I refused to write about the heated toilet seats and the bottom sprayer because it was too much of a Japanese cliché. The kind of Japanese story we always read about, some amazing piece technology that seems crazy to us and makes the Japanese look weird.
But that changed a couple of nights ago when I was out. I’m not sure where I was as we were having a drink or two, but in the course of the evening I went for a pee. I don’t look twice at the heated toilet seat anymore. All the buttons for back spray and front spray, bidet etc, wires to the seat to keep it warm, they no longer amaze me. I just try not to miss the bowl fearing some electrical shock in a nasty place. But this time I lift the seat preparing an accurate aim to see a blue neon light illuminating the bowl. It is incredible! I knew I had to write about it just to remember it. Shame I never had my camera to photograph it – a real piece of toilet history.

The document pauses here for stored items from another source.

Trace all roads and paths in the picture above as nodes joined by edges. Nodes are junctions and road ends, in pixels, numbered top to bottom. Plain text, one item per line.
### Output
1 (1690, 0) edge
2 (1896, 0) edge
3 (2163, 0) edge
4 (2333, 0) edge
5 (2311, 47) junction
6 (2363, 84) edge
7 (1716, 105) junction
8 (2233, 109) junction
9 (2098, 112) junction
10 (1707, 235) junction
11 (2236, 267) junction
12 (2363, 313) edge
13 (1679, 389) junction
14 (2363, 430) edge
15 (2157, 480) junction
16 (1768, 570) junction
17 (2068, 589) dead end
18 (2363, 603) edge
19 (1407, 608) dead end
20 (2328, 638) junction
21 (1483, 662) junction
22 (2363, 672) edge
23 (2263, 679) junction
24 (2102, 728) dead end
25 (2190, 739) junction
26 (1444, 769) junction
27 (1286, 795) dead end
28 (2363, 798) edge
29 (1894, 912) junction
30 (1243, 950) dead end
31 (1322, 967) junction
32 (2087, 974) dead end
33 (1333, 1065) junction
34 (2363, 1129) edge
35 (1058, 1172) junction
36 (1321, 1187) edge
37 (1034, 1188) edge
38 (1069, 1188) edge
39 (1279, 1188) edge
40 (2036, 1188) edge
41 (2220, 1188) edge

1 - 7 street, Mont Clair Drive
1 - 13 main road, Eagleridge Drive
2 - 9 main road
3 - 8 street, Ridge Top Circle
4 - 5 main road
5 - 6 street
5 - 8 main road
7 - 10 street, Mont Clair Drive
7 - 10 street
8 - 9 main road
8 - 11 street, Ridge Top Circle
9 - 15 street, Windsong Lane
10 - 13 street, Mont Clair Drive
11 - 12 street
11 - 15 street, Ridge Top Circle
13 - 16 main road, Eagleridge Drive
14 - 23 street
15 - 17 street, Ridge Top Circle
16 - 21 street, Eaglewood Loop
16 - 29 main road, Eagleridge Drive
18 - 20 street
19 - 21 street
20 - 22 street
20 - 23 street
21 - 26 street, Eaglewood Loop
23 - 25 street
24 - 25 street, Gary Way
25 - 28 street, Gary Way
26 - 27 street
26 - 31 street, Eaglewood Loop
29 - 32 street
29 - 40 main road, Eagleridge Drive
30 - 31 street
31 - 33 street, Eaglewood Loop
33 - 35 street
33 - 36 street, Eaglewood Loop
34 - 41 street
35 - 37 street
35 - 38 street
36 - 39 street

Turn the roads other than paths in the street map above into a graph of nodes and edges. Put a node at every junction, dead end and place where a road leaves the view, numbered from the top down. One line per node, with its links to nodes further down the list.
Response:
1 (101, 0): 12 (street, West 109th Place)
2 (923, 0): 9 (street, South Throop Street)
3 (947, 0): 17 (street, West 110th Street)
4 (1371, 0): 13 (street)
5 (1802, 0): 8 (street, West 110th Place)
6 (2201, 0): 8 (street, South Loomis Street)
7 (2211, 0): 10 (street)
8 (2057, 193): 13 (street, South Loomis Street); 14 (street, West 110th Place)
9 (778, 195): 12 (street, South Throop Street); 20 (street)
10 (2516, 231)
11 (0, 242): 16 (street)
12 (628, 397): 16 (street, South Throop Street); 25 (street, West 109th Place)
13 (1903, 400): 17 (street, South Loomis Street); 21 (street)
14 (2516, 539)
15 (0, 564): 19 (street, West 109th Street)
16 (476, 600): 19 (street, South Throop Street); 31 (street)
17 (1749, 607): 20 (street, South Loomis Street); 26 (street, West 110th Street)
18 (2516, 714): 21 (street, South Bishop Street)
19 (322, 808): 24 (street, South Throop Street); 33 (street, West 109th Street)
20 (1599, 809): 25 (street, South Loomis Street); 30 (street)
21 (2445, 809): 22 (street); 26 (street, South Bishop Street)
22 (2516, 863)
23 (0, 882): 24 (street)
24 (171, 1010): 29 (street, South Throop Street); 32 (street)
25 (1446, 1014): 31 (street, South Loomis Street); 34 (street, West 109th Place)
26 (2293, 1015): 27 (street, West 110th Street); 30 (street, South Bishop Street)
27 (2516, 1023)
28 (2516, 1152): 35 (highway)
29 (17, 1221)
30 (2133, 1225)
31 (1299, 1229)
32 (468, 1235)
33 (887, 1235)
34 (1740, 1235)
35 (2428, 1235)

I’ve been seriously tempted to try the back shower spray again. It’s just that the last time I tried it I got a face wash by mistake. After finishing, I decided to have a go and touch a button to the side of the seat. I heard a motor bringing forward the sprayer. It is a nerve racking moment before a fierce force of water accurately hits the spot. I found myself screaming then giggling then screaming again before leaping off the toilet and getting a face wash from the spray. Since then I have shy’d away from the bum spray but each day I look at the sophisticated piece of technology lying dormant in my bathroom. I know I pay more to have this marvel in my room which makes me even more intent on trying it again.
It is only matter of time before I confront my fear of technology and start having a regular bum spray on the Japanese toilet of the 21st century.